> _Data for the task_
------------------------

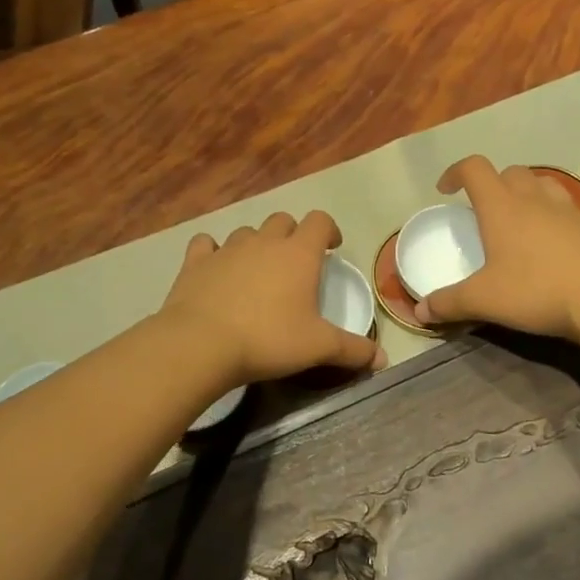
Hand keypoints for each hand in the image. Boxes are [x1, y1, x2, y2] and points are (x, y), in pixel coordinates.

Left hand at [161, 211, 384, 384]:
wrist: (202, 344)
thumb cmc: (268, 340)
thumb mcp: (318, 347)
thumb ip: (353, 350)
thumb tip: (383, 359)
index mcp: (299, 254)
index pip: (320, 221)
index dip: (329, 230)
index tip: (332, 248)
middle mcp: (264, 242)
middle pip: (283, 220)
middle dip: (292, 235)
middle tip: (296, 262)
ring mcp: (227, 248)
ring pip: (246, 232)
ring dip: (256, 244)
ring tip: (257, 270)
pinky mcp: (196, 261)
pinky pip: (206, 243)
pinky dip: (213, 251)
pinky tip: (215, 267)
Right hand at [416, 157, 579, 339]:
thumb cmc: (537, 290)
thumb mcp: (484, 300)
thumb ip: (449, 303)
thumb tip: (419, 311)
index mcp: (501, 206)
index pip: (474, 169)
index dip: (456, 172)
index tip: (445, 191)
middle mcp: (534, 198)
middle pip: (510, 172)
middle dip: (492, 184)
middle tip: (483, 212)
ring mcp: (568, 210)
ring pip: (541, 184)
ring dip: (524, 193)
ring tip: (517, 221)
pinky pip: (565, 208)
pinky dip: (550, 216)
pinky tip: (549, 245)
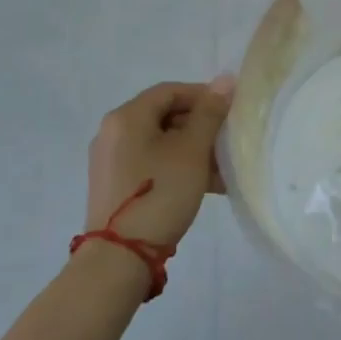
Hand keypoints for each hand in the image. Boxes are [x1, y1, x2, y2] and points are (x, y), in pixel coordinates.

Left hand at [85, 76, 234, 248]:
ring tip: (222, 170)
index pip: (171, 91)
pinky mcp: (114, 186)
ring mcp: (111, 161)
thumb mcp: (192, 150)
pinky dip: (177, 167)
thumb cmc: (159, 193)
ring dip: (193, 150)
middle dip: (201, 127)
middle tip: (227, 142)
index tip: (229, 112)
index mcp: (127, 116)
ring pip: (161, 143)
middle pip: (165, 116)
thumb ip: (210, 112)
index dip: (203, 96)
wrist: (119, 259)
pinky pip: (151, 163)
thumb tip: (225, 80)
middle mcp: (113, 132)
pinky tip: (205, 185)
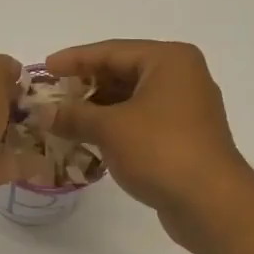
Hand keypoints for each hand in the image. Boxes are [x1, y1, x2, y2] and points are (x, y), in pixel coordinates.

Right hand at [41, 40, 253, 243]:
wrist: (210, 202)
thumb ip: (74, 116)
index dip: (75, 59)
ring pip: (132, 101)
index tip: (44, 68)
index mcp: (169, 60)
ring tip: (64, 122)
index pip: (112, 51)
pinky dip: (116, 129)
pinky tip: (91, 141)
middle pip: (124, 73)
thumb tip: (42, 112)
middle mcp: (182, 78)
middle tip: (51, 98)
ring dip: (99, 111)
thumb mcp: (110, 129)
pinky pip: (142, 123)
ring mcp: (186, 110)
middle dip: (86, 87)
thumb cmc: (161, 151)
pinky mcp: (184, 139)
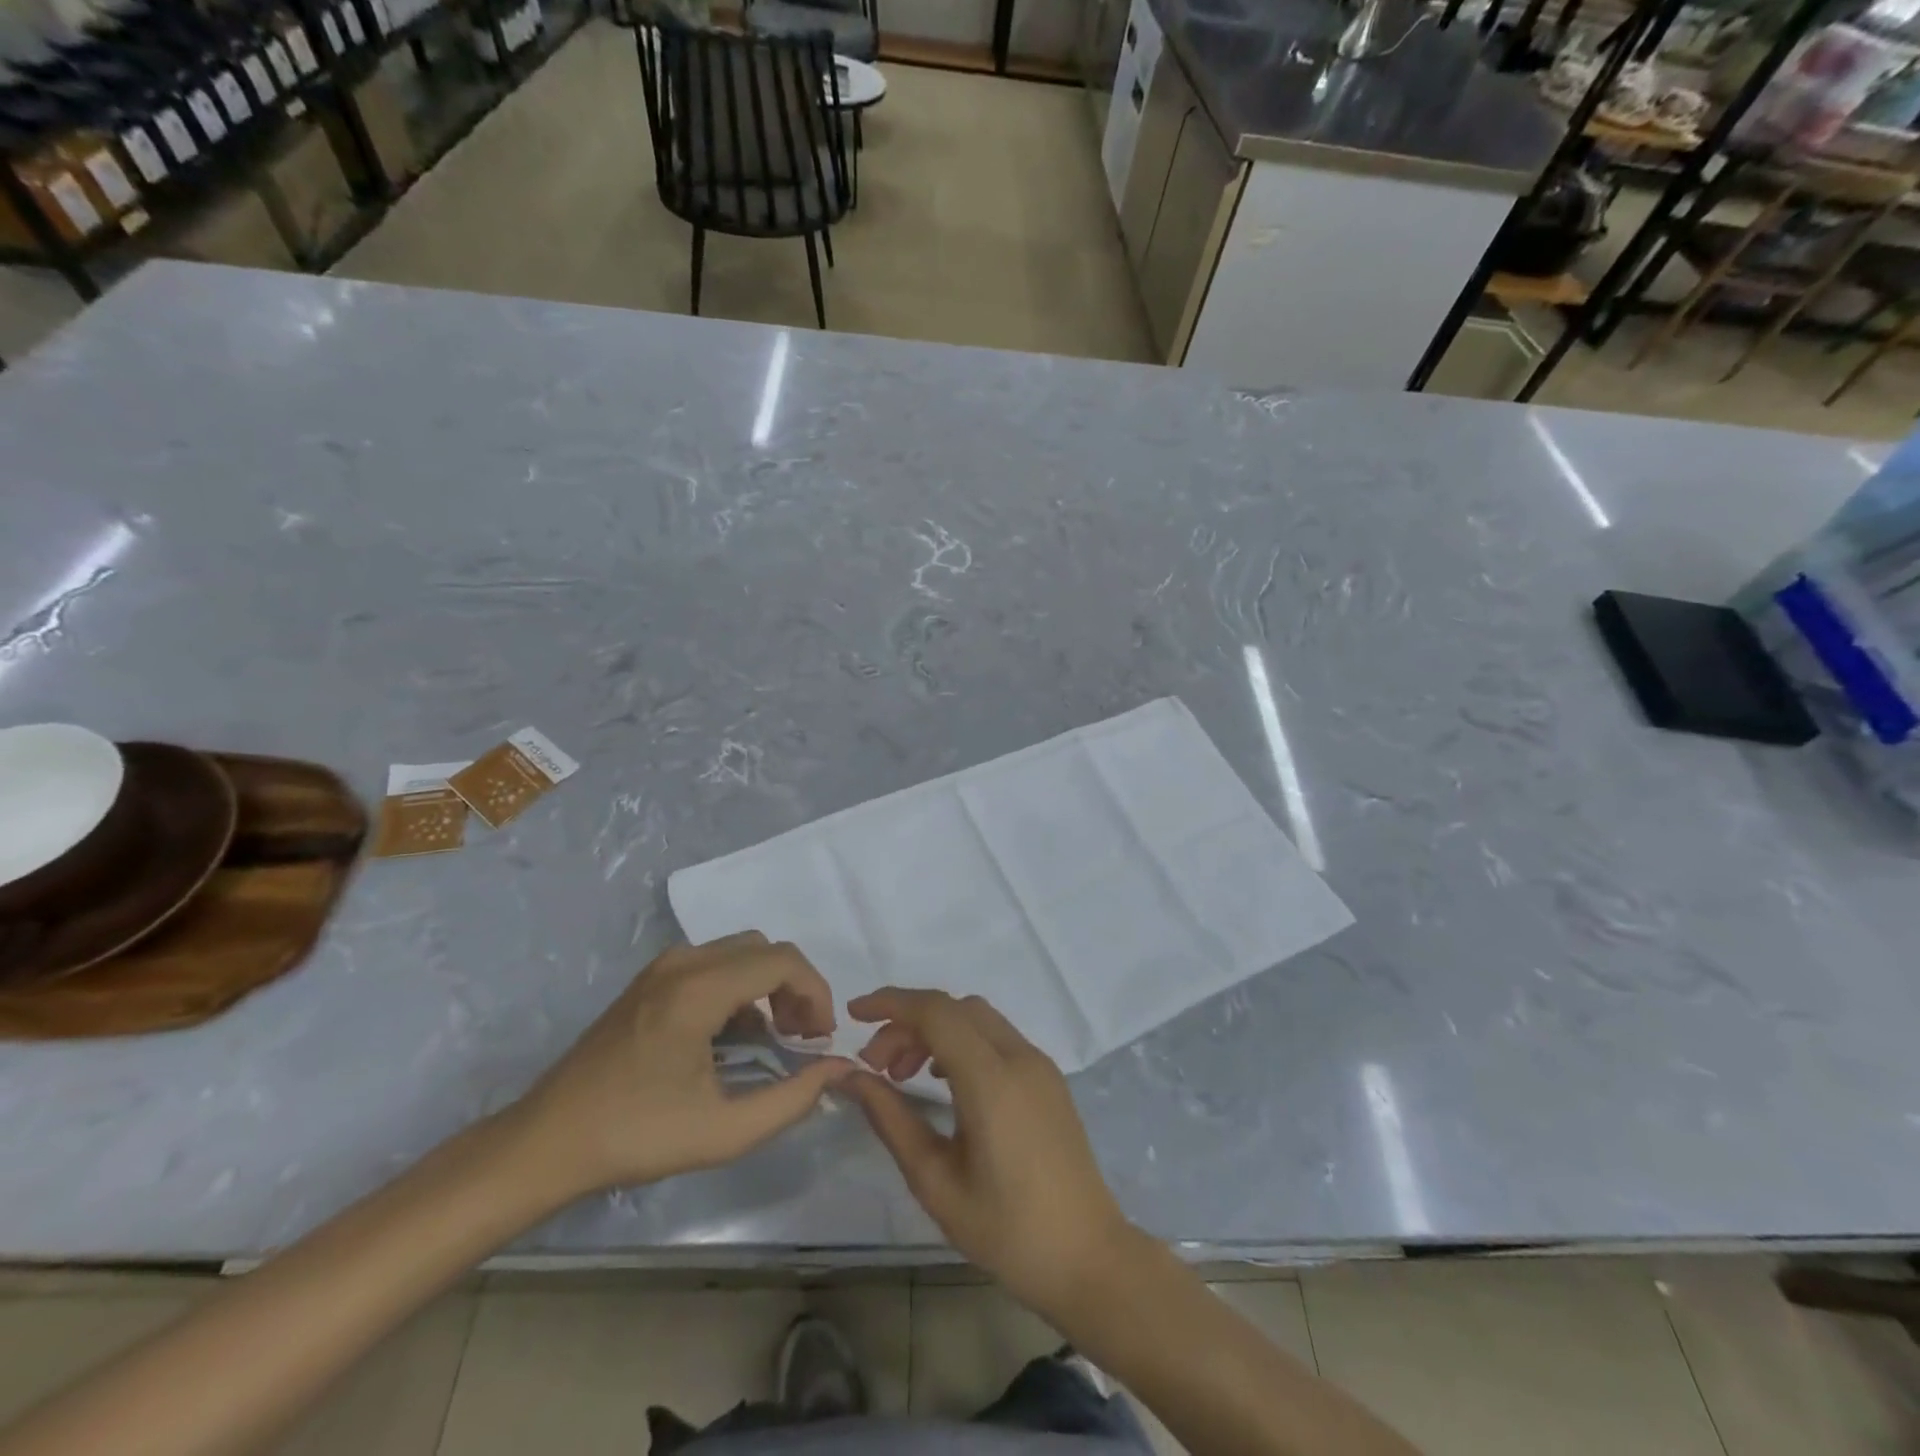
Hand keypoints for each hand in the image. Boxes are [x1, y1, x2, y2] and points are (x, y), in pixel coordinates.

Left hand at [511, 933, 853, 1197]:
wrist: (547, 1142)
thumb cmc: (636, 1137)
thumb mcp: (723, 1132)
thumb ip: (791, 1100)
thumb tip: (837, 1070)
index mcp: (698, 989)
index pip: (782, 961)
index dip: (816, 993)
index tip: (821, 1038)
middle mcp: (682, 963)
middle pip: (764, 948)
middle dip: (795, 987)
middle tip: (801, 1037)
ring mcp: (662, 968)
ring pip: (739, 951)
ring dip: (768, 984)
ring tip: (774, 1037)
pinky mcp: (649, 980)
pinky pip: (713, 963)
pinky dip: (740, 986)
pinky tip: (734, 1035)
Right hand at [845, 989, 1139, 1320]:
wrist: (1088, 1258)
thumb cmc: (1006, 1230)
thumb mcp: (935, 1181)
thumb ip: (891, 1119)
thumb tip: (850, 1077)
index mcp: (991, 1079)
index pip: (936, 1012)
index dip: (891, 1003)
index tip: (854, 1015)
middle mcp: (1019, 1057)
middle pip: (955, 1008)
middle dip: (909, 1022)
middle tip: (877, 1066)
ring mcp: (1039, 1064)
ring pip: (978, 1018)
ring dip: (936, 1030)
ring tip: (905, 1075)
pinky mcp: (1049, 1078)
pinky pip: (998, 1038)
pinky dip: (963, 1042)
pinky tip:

------------------------

Going through the records above, count the lines that include the word "hand". Give the number alone.

> _Exercise solution_
10